— А я ходила и слушала. Это был первый год работы. Ее всегда хвалили, а тут… «Давай, говорю, мы с тобой попоем». И когда я начала с ней петь, она сразу же поняла разницу между моей интонацией и своей. «Все поняла», — говорит. И больше никогда подобного у нас не было.
— Она не была солисткой?
— Нет. Пела только в хоре. Вот, может быть, поэтому она и ушла. Были голоса посильнее и шире по диапазону. А у Майи был камерный голос. Она никогда не претендовала, никогда. А вот на вечерах хора я видела ее совсем в другом плане. Из скромной девочки она превращалась в такую актрису, такую Лолиту Торрес! Она ее очень любила и пела ее песни бесподобно.
Часто я занималась с нею у себя дома, на Неглинной, я жила в коммунальной квартире, и когда Майя приходила, ее соседи мои хорошо встречали, а это с ними не всегда бывало.
А еще на вечерах она пела русскую песню, народную — «Не велят Маше на реченьку ходить». Я еще удивлялась, как она из шаляпинского репертуара попала к ней? С большой душевностью пела. Помню, я подумала — девочка она совсем молоденькая, а чувства такие взрослые.
…Свою небольшую книжку воспоминаний Лобачева назвала строкой из стихотворения Вадима Шефнера — мудрого, старого и честного питерского поэта. Они приведены в ее книжке. И я понял, прочитав их, почему Елизавета Алексеевна взяла однажды книгу и начала в ней писать очерки о людях, с которыми встречалась и которых уже нет на белом свете, и почему там под номером пятьдесят семь появился очерк о Майе Кристалинской.
Глава шестая
Эпоха уходит, хлопнув дверью…
Чем дальше уходит время, тем о нем труднее писать. И вовсе не потому, что наша: память несовершенна, что целые пласты событий выветриваются из нее. Приходят новые поколения, они любопытны, это свойство молодости, но любопытны только к тому, что окружает их, и не очень — к ушедшему. И если ты старец — с колокольни тех, кому немногим более двадцати, — обремененный своим временем, в котором ты плыл, а на барометре стрелки зашкаливали на «буре», и уцелел ты чудом, — не обижайся на них и все же попытайся поделиться тайнами своего бытия, памятью своей — ведь она щедра, когда ее приводят в движение…

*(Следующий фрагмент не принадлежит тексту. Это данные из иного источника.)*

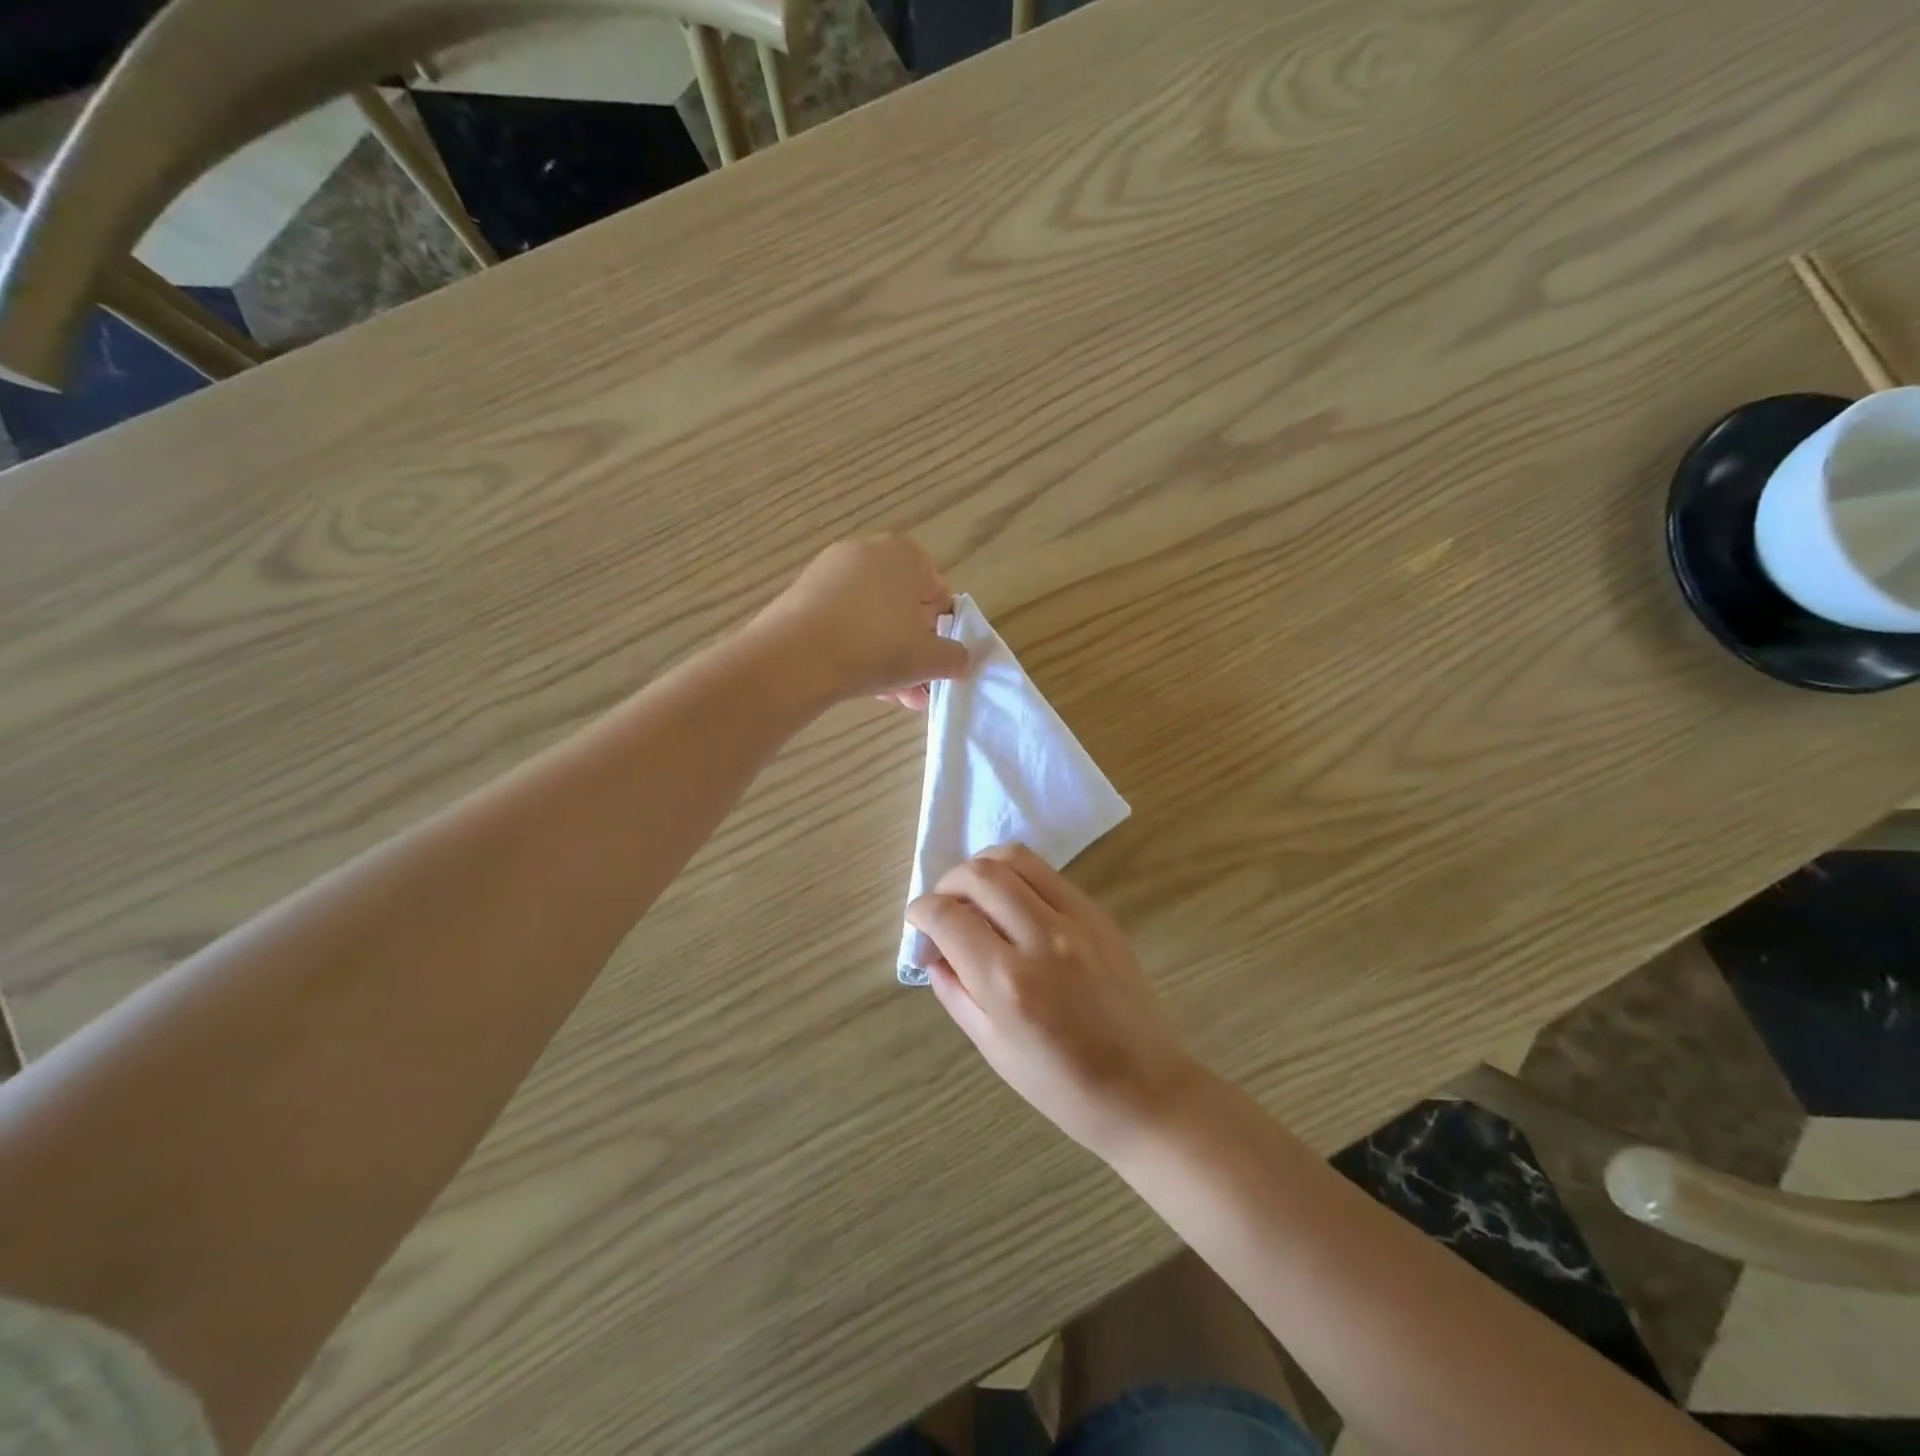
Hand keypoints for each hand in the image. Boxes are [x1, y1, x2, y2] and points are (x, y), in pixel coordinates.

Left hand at [751, 535, 968, 709]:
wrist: (794, 658)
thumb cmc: (875, 647)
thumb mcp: (930, 658)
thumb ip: (955, 657)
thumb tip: (958, 659)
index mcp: (904, 554)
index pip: (937, 590)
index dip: (942, 629)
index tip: (935, 660)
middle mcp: (866, 552)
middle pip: (903, 606)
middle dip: (913, 649)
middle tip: (916, 685)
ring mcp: (829, 572)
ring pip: (873, 619)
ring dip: (887, 657)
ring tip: (893, 696)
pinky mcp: (802, 597)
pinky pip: (843, 623)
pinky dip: (856, 649)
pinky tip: (862, 684)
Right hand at [906, 844, 1202, 1161]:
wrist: (1142, 1088)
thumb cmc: (1060, 1084)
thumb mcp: (992, 1047)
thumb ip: (955, 991)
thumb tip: (934, 952)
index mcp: (1007, 982)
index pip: (948, 917)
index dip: (921, 910)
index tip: (918, 918)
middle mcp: (1042, 938)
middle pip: (980, 873)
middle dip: (948, 881)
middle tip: (944, 905)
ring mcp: (1077, 920)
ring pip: (1016, 858)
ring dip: (983, 867)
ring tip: (976, 894)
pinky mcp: (1099, 914)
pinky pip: (1049, 874)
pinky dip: (1019, 877)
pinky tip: (1015, 905)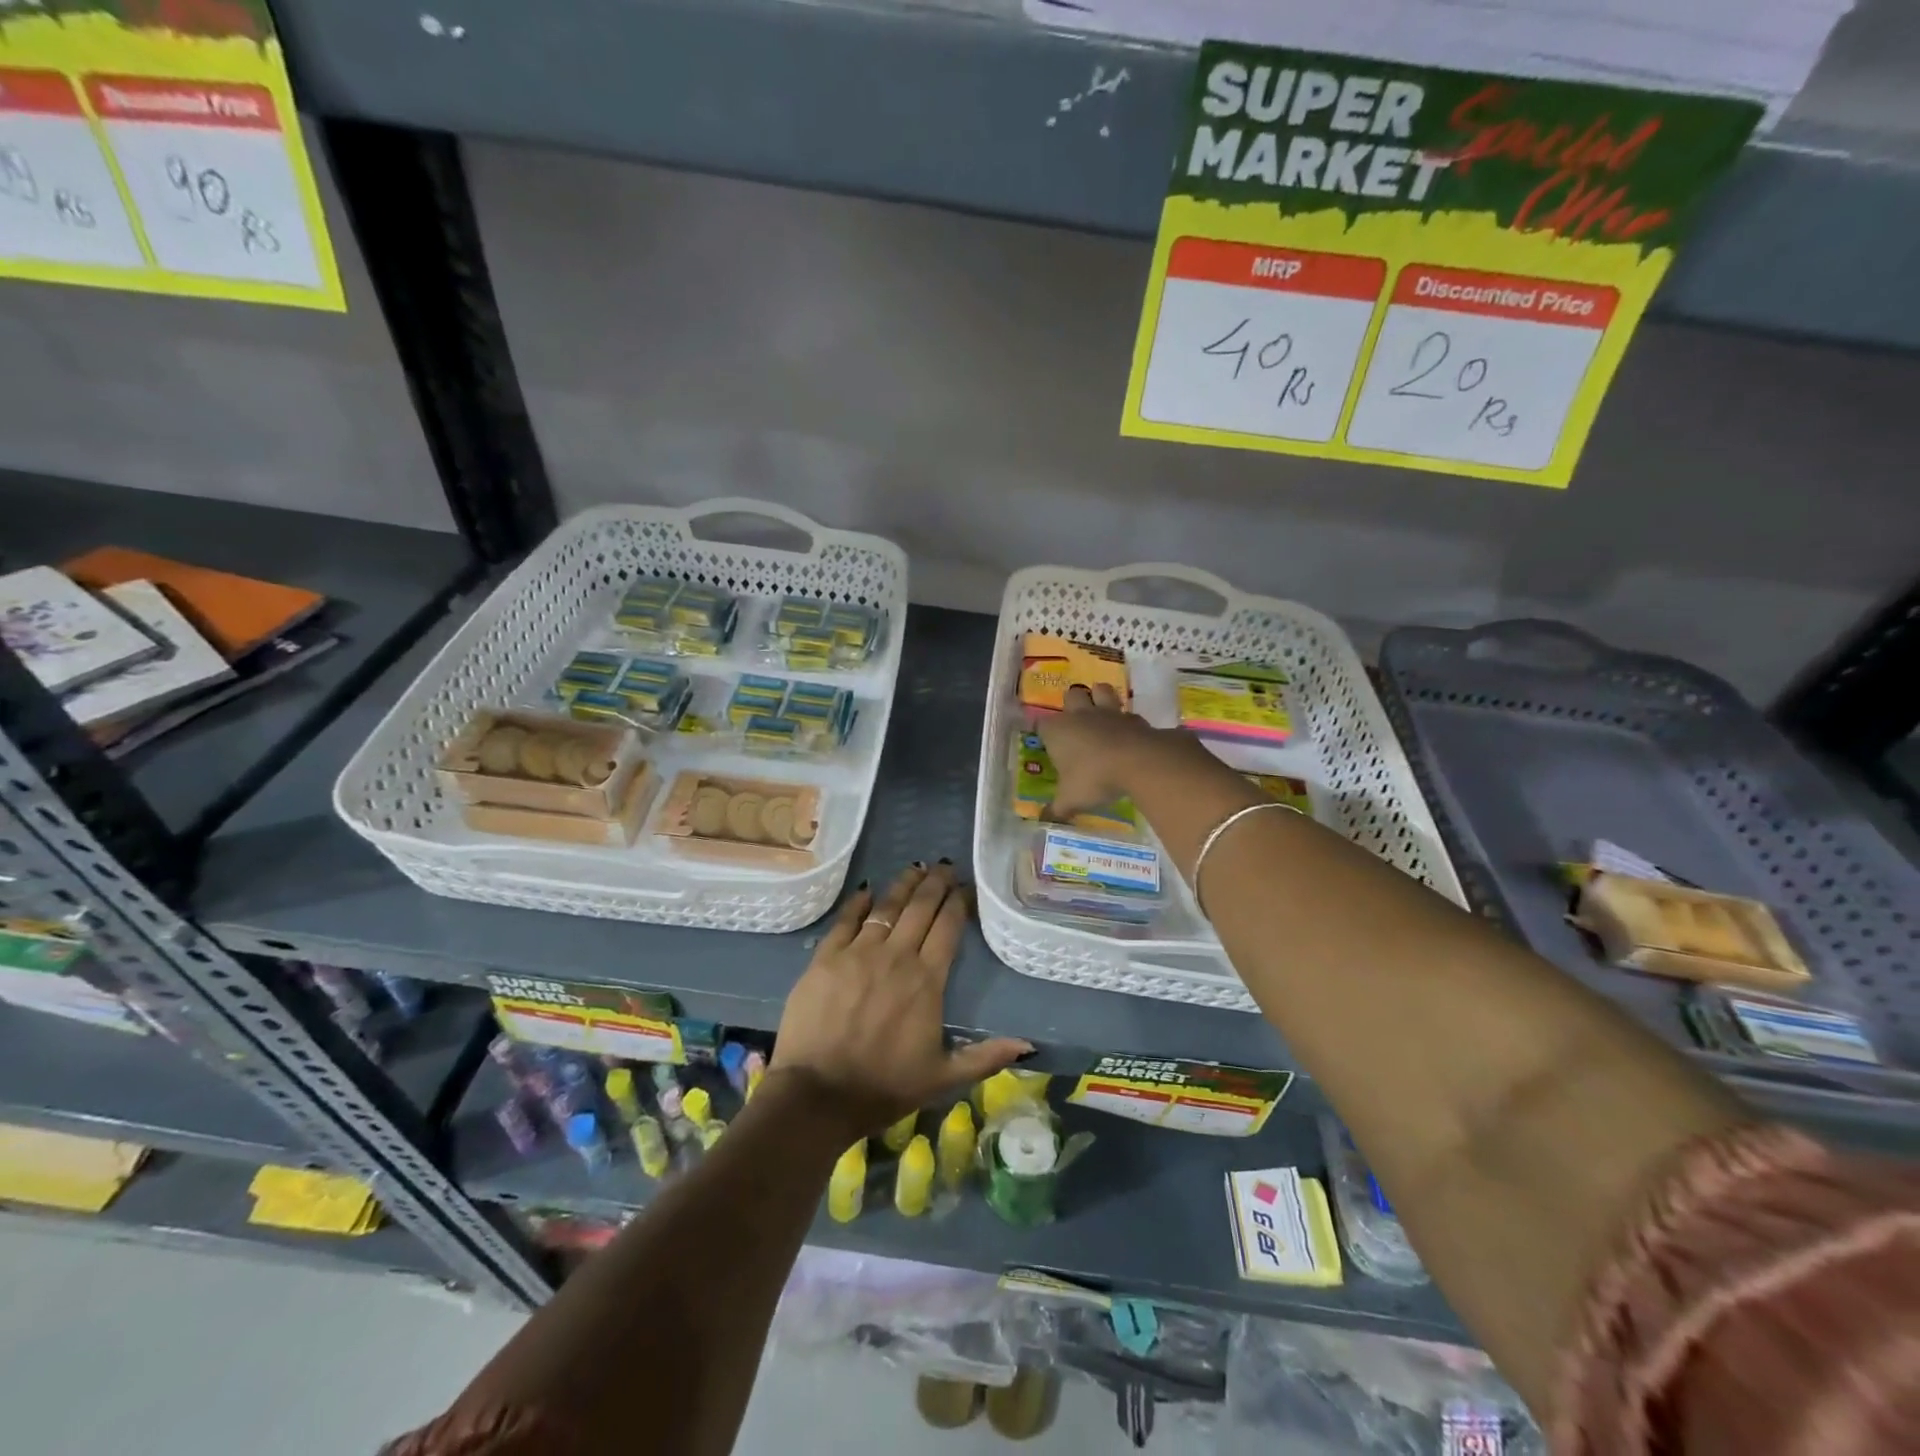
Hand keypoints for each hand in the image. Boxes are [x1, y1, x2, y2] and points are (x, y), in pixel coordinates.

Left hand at [772, 863, 1031, 1136]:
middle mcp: (896, 957)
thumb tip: (1029, 1044)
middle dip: (936, 883)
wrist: (818, 1095)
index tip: (966, 888)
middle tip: (945, 866)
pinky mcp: (825, 958)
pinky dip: (859, 902)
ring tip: (916, 868)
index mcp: (927, 981)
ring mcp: (858, 953)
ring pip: (887, 906)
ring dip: (904, 884)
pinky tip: (869, 890)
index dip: (958, 903)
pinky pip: (846, 920)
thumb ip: (985, 1057)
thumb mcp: (942, 1078)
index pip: (948, 928)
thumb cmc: (884, 1088)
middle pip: (920, 908)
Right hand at [1035, 683, 1197, 819]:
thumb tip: (1044, 819)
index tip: (1045, 741)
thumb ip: (1057, 808)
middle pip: (1072, 695)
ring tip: (1101, 712)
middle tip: (1075, 723)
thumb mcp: (1071, 799)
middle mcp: (1080, 715)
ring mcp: (1109, 713)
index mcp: (1057, 730)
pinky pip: (1127, 713)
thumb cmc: (1094, 778)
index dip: (1043, 731)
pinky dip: (1126, 720)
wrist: (1137, 762)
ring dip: (1100, 697)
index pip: (1041, 723)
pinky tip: (1128, 732)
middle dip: (1072, 704)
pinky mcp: (1134, 718)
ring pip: (1101, 690)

Тот год, когда Майя переступила порог дома на Пушечной, глядевшего на ударную постсталинскую стройку будущего «Детского мира» — здания, составившего, как ни смешно, чуть ли не ансамбль с соседней многооконной глыбой, олицетворявшей другой мир, и совсем не детский, мир лагерей и тюрем, — был первым годом «оттепели». Так назван именно пятьдесят четвертый год Ильей Эренбургом, сразу же уловившим свежесть в ветре, свистевшем над страной. С публицистической скоростью Илья Григорьевич немедленно отозвался повестью с таким названием на неожиданно закончившийся сталинский мороз. По стране морозы больше не гуляли, хрущевское сумасбродство порождало только заморозки.
«Отогревались» литература, искусство, казалось, впереди — весна, спешно вытряхивалась вся пыль, набравшаяся за зиму, и вместе с пылью уносились в небытие все эти «романы от лукавого» — эти «От всего сердца», «Кавалер Золотой Звезды», «Белая береза», «Югославская трагедия», «Счастье», надоевшие читательскому люду «флагманы» литературы второй половины сороковых.
Не отставал и театр — в пылинки превратились «Зеленая улица», «Рассвет над Москвой», «Великая сила», «Чужая тень», «Русский вопрос». (Театрам было проще — от «глубоко идейной» пьесы можно было спрятаться за широкие спины Шекспира, Чехова, Островского или уж — на худой конец — Вишневского и Тренева.) Быстро образовался вакуум, но столь же быстро стал заполняться новичками, хлынул поток их романов, стихов, пьес. В нем быстро разобралась история, уничтожив подельщину и вставив читателю и зрителю то, что ему по душе…
Казалось, что «верха» отступили…
Не тронута «оттепелью» пока еще оставалась песня. Наверное, потому, что музыка — самый консервативный вид искусства, на новации композиторы идут неохотно, семь нот — не семь страниц на пишущей машинке, их сочетание диктуется не столько мышлением, сколько чувством. А оно трудно для прочтения.